:: Dataset records ::
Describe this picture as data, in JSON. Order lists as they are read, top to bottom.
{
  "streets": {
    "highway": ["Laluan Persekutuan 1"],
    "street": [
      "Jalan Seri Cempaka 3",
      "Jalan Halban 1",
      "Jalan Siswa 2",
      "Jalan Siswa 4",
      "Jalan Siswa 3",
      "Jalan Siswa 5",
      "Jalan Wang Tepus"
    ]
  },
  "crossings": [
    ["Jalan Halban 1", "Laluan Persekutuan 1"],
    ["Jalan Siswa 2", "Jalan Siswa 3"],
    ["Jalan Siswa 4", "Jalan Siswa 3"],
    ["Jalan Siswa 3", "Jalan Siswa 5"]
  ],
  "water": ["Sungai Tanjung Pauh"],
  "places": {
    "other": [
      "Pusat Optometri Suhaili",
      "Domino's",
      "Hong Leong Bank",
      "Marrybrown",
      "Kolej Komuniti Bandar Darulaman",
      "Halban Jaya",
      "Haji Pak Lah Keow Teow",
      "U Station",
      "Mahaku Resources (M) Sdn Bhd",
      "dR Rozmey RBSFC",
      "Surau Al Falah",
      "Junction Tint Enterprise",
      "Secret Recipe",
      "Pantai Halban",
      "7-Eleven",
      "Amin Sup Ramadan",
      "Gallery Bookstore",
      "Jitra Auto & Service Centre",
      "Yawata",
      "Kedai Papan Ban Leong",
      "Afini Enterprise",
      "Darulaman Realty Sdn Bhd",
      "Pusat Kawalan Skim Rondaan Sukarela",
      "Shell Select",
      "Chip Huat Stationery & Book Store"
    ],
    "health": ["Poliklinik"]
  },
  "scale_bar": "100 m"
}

:: What the task asks ::
Output all entries exactly as given above.

:: Answer to this task ::
Describe this picture as data, in JSON. Order lists as they are read, top to bottom.
{
  "streets": {
    "highway": ["Laluan Persekutuan 1"],
    "street": [
      "Jalan Seri Cempaka 3",
      "Jalan Halban 1",
      "Jalan Siswa 2",
      "Jalan Siswa 4",
      "Jalan Siswa 3",
      "Jalan Siswa 5",
      "Jalan Wang Tepus"
    ]
  },
  "crossings": [
    ["Jalan Halban 1", "Laluan Persekutuan 1"],
    ["Jalan Siswa 2", "Jalan Siswa 3"],
    ["Jalan Siswa 4", "Jalan Siswa 3"],
    ["Jalan Siswa 3", "Jalan Siswa 5"]
  ],
  "water": ["Sungai Tanjung Pauh"],
  "places": {
    "other": [
      "Pusat Optometri Suhaili",
      "Domino's",
      "Hong Leong Bank",
      "Marrybrown",
      "Kolej Komuniti Bandar Darulaman",
      "Halban Jaya",
      "Haji Pak Lah Keow Teow",
      "U Station",
      "Mahaku Resources (M) Sdn Bhd",
      "dR Rozmey RBSFC",
      "Surau Al Falah",
      "Junction Tint Enterprise",
      "Secret Recipe",
      "Pantai Halban",
      "7-Eleven",
      "Amin Sup Ramadan",
      "Gallery Bookstore",
      "Jitra Auto & Service Centre",
      "Yawata",
      "Kedai Papan Ban Leong",
      "Afini Enterprise",
      "Darulaman Realty Sdn Bhd",
      "Pusat Kawalan Skim Rondaan Sukarela",
      "Shell Select",
      "Chip Huat Stationery & Book Store"
    ],
    "health": ["Poliklinik"]
  },
  "scale_bar": "100 m"
}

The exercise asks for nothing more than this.